[BC] AM Stereo On A Mono Radio-FM Loudness
RADIO DOCTOR
lylehenry at fastmail.fm
Wed Oct 3 11:13:15 CDT 2007
On Wed, 3 Oct 2007, Tom wrote:
> Stereo, unlike FM Stereo, doesn't hurt mono coverage. (FM doesn't
> either, except in terms of loudness - for every subcarrier added, the
> mono signal must be reduced to accommodate it, which is NOT the case
> in AM Stereo).
True. However, many people are still under the impression that one has
to reduce the FM main channel by more than is necessary. Using a peak
weighted modulation monitor can permit more loudness than metering that
responds too quickly, as most exciters and modulation monitors do.
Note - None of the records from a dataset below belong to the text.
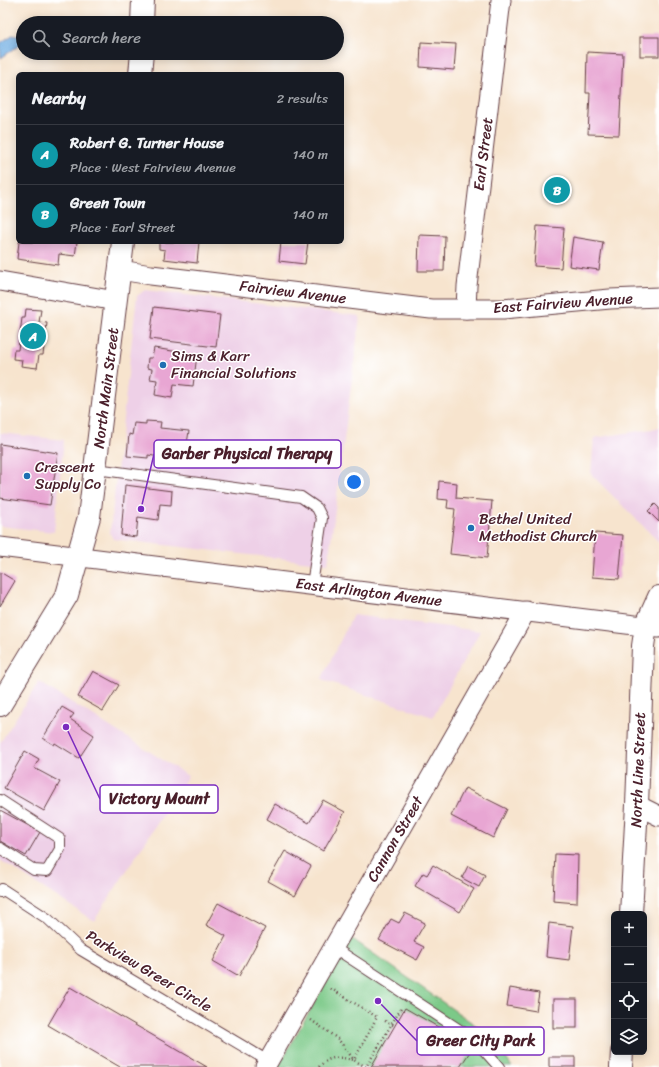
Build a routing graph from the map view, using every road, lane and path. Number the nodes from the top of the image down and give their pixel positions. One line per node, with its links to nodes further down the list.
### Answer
1 (143, 0): 3 (main road)
2 (501, 0): 11 (street, Earl Street)
3 (142, 16)
4 (141, 60): 5 (main road)
5 (140, 72)
6 (123, 244): 7 (main road, North Main Street)
7 (120, 270): 10 (main road, North Main Street); 11 (street, Fairview Avenue)
8 (0, 282): 10 (street)
9 (659, 297): 11 (street, East Fairview Avenue)
10 (116, 301): 12 (main road, North Main Street)
11 (466, 309)
12 (96, 469): 14 (main road, North Main Street); 15 (lane)
13 (0, 548): 14 (street, East Arlington Avenue)
14 (78, 557): 15 (street, East Arlington Avenue); 19 (main road, North Main Street)
15 (312, 585): 17 (street, East Arlington Avenue)
16 (659, 597): 18 (main road, North Line Street)
17 (526, 611): 18 (street, East Arlington Avenue); 26 (street, Cannon Street)
18 (652, 627): 21 (main road, North Line Street)
19 (0, 705)
20 (0, 800): 23 (lane)
21 (637, 805): 22 (street); 25 (main road, North Line Street)
22 (659, 816)
23 (0, 848)
24 (0, 892): 34 (lane, Parkview Greer Circle)
25 (630, 911)
26 (333, 947): 28 (lane); 29 (street, Cannon Street)
27 (323, 984): 33 (path)
28 (408, 996): 31 (path); 37 (lane)
29 (296, 1012): 33 (path); 34 (street, Cannon Street)
30 (385, 1021): 31 (path)
31 (393, 1025): 36 (path)
32 (622, 1055): 38 (main road)
33 (354, 1060): 35 (path); 36 (path)
34 (267, 1064)
35 (319, 1067)
36 (367, 1067)
37 (499, 1067)
38 (622, 1067)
It's
good to have the near instantaneous capability to know what's really
going on, but the FCC says a peak is 1 millisecond long and you can
ignore any that are shorter than that.
Eric Small's fine paper discussing this in detail is at:
http://www.modsci.com/images/whitePapers/radioProducts/fmmm2/LOSTSCA.pdf
He's talking about SCA, and the advantage of peak weighting is
especially noticeable there, but it helps no matter what's all on your
composite signal. The more different frequencies there are making up
the total, the more narrow and ignorable peaks occur.
Stations who try to be legal by carefully controling peak modulation,
but don't have peak weighted monitors such as The Wizard or ModMinder
are cheating themselves, usually by several dB.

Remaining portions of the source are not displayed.